Following his withdrawal from a swimming championship in Texas, Lance Armstrong has been sent an invitation to compete at St Mary’s CofE Primary School’s sports day in May.
The annual event falls outside of the jurisdiction of any anti-drug agencies that have imposed a lifetime ban on all competitive sport for the disgraced cyclist, leaving him free to participate in the parents’ races including the 100 meters dash, the sack race, and the highlight of the day, the elite egg and spoon race.
“We understand he brings a lot of baggage with him,” Mr Thomas, the school’s P.E. teacher told us, “But rest assured that baggage will be searched thoroughly. Having Mr Armstrong compete will raise the profile of the school and help us raise money for our minibus to be adapted with black paint to accommodate our local Goth community.”
Although the prospect of having someone who didn’t win the Tour de France compete in the village has caused some excitement, others have been quick to point out the damage that may be done to the integrity of the sports day.
“I don’t really care about the performance enhancing drugs he may be taking,” one disgruntled parent told us, “It’s the fact he has no children at the school I have a problem with. Okay, I’m not 100% sure where the village of Texas is, but I am sure it’s not within the catchment area.”

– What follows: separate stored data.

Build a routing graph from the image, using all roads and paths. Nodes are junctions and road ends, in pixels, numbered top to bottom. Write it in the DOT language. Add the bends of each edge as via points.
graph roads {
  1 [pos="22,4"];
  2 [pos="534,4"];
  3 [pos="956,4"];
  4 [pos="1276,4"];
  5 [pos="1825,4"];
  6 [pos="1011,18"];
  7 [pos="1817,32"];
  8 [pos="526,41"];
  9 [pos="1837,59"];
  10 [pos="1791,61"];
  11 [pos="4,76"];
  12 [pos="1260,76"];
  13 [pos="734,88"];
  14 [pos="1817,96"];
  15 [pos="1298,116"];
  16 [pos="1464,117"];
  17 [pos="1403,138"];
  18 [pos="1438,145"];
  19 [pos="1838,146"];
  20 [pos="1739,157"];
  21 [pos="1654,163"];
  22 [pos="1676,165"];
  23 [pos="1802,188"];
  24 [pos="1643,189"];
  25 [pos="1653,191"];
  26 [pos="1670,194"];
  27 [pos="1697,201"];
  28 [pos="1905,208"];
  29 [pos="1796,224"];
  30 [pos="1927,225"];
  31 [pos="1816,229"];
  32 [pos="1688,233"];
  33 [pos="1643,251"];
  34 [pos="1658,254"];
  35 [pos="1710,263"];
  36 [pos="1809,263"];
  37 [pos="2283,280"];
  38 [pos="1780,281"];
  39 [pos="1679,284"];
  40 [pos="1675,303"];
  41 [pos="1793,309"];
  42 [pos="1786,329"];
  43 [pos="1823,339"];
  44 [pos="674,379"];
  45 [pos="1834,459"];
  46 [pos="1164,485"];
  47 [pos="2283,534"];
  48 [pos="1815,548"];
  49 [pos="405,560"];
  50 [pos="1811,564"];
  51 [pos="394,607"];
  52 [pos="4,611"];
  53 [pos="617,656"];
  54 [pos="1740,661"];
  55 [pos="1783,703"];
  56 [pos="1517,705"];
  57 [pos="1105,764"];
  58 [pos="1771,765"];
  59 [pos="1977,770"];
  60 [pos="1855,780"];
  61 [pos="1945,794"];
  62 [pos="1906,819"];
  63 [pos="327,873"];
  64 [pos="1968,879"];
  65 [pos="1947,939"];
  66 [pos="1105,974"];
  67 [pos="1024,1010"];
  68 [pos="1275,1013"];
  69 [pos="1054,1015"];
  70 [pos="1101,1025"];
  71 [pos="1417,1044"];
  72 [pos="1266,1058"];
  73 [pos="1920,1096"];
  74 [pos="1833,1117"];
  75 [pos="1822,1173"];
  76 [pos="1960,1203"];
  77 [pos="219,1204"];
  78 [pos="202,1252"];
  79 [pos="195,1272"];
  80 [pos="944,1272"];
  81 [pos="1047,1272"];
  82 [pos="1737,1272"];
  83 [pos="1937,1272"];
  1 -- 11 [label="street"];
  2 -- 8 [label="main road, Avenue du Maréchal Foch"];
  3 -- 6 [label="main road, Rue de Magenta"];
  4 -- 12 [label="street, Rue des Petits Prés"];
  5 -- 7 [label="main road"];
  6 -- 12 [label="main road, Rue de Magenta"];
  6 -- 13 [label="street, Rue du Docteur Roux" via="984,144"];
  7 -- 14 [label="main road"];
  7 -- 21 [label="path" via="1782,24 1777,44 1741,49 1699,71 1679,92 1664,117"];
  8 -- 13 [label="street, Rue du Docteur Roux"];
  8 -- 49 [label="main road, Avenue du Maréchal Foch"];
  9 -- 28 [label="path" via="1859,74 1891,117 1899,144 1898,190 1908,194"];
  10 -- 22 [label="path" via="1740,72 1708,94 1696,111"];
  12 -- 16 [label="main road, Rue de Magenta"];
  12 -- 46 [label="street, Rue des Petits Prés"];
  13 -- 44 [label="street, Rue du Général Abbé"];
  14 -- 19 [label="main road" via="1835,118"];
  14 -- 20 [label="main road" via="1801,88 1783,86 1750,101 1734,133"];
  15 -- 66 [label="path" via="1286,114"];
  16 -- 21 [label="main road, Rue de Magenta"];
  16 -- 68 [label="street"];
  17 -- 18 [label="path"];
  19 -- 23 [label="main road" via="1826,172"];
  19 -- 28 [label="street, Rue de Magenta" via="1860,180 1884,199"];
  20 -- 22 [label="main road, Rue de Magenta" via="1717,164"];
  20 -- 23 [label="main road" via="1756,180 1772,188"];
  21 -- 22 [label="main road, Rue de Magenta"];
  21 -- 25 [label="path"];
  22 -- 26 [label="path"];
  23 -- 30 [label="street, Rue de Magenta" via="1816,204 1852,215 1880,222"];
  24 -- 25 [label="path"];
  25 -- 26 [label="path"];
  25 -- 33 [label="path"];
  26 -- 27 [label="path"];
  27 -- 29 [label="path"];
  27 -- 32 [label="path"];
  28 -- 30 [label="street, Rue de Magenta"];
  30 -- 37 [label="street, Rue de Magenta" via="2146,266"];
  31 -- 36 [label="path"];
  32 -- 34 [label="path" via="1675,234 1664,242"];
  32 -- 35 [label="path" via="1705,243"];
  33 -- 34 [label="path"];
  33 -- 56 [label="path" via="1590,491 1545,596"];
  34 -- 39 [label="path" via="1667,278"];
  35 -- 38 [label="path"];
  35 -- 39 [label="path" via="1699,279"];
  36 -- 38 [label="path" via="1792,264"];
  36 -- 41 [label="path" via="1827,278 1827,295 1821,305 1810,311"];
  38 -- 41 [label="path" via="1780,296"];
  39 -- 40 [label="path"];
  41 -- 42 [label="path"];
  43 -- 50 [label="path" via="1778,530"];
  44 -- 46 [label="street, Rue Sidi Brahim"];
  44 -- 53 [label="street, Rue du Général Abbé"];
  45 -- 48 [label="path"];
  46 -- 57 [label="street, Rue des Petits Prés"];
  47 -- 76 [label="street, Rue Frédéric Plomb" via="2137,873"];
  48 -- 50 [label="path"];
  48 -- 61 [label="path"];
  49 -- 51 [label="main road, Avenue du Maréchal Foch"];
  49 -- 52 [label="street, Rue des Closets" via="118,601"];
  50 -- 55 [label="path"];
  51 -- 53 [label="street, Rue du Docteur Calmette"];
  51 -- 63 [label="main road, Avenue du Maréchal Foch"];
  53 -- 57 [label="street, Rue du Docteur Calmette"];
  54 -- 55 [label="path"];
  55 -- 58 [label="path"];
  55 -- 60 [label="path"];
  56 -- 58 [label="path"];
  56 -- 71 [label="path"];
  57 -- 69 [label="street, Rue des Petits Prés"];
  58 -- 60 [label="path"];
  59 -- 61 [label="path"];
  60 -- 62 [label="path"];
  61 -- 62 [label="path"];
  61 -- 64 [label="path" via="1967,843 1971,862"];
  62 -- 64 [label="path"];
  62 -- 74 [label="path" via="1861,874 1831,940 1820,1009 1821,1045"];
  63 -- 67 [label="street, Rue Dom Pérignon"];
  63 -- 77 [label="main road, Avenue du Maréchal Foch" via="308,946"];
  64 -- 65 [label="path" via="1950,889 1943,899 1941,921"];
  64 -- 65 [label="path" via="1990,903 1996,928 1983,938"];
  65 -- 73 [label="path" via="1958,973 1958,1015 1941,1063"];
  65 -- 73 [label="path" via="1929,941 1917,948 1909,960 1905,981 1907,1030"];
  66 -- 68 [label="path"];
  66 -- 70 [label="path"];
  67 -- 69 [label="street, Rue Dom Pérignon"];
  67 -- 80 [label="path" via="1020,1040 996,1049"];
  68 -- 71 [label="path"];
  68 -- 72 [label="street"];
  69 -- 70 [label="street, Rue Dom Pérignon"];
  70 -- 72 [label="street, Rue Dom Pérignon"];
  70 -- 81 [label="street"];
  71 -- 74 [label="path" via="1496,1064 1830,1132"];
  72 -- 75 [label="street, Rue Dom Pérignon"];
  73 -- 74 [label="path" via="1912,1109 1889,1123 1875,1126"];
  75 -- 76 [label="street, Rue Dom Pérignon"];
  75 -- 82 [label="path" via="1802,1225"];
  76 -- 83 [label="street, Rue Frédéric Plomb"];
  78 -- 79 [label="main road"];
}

The controversy does not stop at Mr Armstrong’s involvement in the competitions, but extends to the suggestion he may also be asked to set up a stall offering children performance enhancing advice and injections, a move the school defends stating ‘all profits will go towards the minibus’.
However, Offsted have said they will look into claims the school made enquiries to see if Oscar Pistorius’ Bail conditions prevented him from teaming up with Lance in the three-legged race.